### DATASET RECORDS

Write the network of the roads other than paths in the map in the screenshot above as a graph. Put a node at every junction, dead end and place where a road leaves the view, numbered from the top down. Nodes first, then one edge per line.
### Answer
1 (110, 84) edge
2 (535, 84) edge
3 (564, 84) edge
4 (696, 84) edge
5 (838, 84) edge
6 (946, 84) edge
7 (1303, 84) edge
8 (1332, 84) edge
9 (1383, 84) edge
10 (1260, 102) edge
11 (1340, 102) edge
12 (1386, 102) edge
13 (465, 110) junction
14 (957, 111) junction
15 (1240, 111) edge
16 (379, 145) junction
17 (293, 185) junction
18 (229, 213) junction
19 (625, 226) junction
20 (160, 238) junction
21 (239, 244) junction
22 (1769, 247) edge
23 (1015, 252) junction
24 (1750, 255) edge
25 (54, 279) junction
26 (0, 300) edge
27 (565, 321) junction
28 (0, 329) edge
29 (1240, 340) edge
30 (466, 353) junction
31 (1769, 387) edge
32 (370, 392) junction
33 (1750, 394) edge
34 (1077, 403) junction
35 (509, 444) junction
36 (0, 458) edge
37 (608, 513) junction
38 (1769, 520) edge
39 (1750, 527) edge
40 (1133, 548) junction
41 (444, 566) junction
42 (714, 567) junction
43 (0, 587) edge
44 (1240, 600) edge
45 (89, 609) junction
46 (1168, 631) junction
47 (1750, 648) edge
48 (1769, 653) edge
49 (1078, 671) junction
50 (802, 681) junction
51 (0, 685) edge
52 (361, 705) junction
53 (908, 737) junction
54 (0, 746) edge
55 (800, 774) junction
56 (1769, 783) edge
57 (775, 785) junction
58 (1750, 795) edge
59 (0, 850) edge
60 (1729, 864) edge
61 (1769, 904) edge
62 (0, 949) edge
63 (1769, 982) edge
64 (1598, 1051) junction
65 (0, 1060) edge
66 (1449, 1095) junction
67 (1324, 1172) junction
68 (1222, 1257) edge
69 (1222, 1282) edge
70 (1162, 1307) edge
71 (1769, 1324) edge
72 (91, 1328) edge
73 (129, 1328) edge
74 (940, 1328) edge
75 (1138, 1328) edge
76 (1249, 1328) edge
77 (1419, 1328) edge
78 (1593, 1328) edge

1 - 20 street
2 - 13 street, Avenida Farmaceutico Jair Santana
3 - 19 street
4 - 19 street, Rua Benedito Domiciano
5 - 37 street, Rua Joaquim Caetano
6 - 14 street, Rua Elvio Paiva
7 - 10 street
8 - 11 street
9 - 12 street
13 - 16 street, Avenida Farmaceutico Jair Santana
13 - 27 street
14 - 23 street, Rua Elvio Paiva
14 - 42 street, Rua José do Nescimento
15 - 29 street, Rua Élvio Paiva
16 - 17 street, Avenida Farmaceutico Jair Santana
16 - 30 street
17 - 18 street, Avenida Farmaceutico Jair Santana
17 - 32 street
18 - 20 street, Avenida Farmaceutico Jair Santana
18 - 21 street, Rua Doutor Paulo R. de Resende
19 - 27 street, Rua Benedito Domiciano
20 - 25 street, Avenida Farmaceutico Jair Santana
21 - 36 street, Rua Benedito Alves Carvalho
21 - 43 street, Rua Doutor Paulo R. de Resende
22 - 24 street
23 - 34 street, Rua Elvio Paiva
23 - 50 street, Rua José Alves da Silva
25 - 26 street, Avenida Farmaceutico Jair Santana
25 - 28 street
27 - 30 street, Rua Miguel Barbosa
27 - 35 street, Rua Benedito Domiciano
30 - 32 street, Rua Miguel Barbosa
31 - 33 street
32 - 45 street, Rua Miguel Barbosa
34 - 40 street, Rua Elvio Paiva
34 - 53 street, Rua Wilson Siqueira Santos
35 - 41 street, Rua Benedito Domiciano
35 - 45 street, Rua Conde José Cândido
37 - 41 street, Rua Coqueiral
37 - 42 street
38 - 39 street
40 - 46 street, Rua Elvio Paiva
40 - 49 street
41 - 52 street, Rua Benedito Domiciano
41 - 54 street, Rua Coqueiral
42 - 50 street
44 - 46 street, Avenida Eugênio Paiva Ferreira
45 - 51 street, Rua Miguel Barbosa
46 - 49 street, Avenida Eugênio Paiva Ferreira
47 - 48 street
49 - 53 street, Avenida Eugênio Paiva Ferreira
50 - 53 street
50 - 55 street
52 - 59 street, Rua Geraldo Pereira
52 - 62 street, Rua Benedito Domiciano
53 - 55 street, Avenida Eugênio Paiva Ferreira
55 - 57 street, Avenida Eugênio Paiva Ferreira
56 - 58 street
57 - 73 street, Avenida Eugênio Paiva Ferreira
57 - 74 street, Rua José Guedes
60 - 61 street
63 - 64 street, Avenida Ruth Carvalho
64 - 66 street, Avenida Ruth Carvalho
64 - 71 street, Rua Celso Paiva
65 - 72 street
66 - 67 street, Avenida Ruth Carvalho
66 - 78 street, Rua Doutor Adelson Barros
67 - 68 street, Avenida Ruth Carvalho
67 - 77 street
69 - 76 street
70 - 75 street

### DIRECTIONS
Reproduce the records above in their entirety, unchanged.

### REPLY
Write the network of the roads other than paths in the map in the screenshot above as a graph. Put a node at every junction, dead end and place where a road leaves the view, numbered from the top down. Nodes first, then one edge per line.
### Answer
1 (110, 84) edge
2 (535, 84) edge
3 (564, 84) edge
4 (696, 84) edge
5 (838, 84) edge
6 (946, 84) edge
7 (1303, 84) edge
8 (1332, 84) edge
9 (1383, 84) edge
10 (1260, 102) edge
11 (1340, 102) edge
12 (1386, 102) edge
13 (465, 110) junction
14 (957, 111) junction
15 (1240, 111) edge
16 (379, 145) junction
17 (293, 185) junction
18 (229, 213) junction
19 (625, 226) junction
20 (160, 238) junction
21 (239, 244) junction
22 (1769, 247) edge
23 (1015, 252) junction
24 (1750, 255) edge
25 (54, 279) junction
26 (0, 300) edge
27 (565, 321) junction
28 (0, 329) edge
29 (1240, 340) edge
30 (466, 353) junction
31 (1769, 387) edge
32 (370, 392) junction
33 (1750, 394) edge
34 (1077, 403) junction
35 (509, 444) junction
36 (0, 458) edge
37 (608, 513) junction
38 (1769, 520) edge
39 (1750, 527) edge
40 (1133, 548) junction
41 (444, 566) junction
42 (714, 567) junction
43 (0, 587) edge
44 (1240, 600) edge
45 (89, 609) junction
46 (1168, 631) junction
47 (1750, 648) edge
48 (1769, 653) edge
49 (1078, 671) junction
50 (802, 681) junction
51 (0, 685) edge
52 (361, 705) junction
53 (908, 737) junction
54 (0, 746) edge
55 (800, 774) junction
56 (1769, 783) edge
57 (775, 785) junction
58 (1750, 795) edge
59 (0, 850) edge
60 (1729, 864) edge
61 (1769, 904) edge
62 (0, 949) edge
63 (1769, 982) edge
64 (1598, 1051) junction
65 (0, 1060) edge
66 (1449, 1095) junction
67 (1324, 1172) junction
68 (1222, 1257) edge
69 (1222, 1282) edge
70 (1162, 1307) edge
71 (1769, 1324) edge
72 (91, 1328) edge
73 (129, 1328) edge
74 (940, 1328) edge
75 (1138, 1328) edge
76 (1249, 1328) edge
77 (1419, 1328) edge
78 (1593, 1328) edge

1 - 20 street
2 - 13 street, Avenida Farmaceutico Jair Santana
3 - 19 street
4 - 19 street, Rua Benedito Domiciano
5 - 37 street, Rua Joaquim Caetano
6 - 14 street, Rua Elvio Paiva
7 - 10 street
8 - 11 street
9 - 12 street
13 - 16 street, Avenida Farmaceutico Jair Santana
13 - 27 street
14 - 23 street, Rua Elvio Paiva
14 - 42 street, Rua José do Nescimento
15 - 29 street, Rua Élvio Paiva
16 - 17 street, Avenida Farmaceutico Jair Santana
16 - 30 street
17 - 18 street, Avenida Farmaceutico Jair Santana
17 - 32 street
18 - 20 street, Avenida Farmaceutico Jair Santana
18 - 21 street, Rua Doutor Paulo R. de Resende
19 - 27 street, Rua Benedito Domiciano
20 - 25 street, Avenida Farmaceutico Jair Santana
21 - 36 street, Rua Benedito Alves Carvalho
21 - 43 street, Rua Doutor Paulo R. de Resende
22 - 24 street
23 - 34 street, Rua Elvio Paiva
23 - 50 street, Rua José Alves da Silva
25 - 26 street, Avenida Farmaceutico Jair Santana
25 - 28 street
27 - 30 street, Rua Miguel Barbosa
27 - 35 street, Rua Benedito Domiciano
30 - 32 street, Rua Miguel Barbosa
31 - 33 street
32 - 45 street, Rua Miguel Barbosa
34 - 40 street, Rua Elvio Paiva
34 - 53 street, Rua Wilson Siqueira Santos
35 - 41 street, Rua Benedito Domiciano
35 - 45 street, Rua Conde José Cândido
37 - 41 street, Rua Coqueiral
37 - 42 street
38 - 39 street
40 - 46 street, Rua Elvio Paiva
40 - 49 street
41 - 52 street, Rua Benedito Domiciano
41 - 54 street, Rua Coqueiral
42 - 50 street
44 - 46 street, Avenida Eugênio Paiva Ferreira
45 - 51 street, Rua Miguel Barbosa
46 - 49 street, Avenida Eugênio Paiva Ferreira
47 - 48 street
49 - 53 street, Avenida Eugênio Paiva Ferreira
50 - 53 street
50 - 55 street
52 - 59 street, Rua Geraldo Pereira
52 - 62 street, Rua Benedito Domiciano
53 - 55 street, Avenida Eugênio Paiva Ferreira
55 - 57 street, Avenida Eugênio Paiva Ferreira
56 - 58 street
57 - 73 street, Avenida Eugênio Paiva Ferreira
57 - 74 street, Rua José Guedes
60 - 61 street
63 - 64 street, Avenida Ruth Carvalho
64 - 66 street, Avenida Ruth Carvalho
64 - 71 street, Rua Celso Paiva
65 - 72 street
66 - 67 street, Avenida Ruth Carvalho
66 - 78 street, Rua Doutor Adelson Barros
67 - 68 street, Avenida Ruth Carvalho
67 - 77 street
69 - 76 street
70 - 75 street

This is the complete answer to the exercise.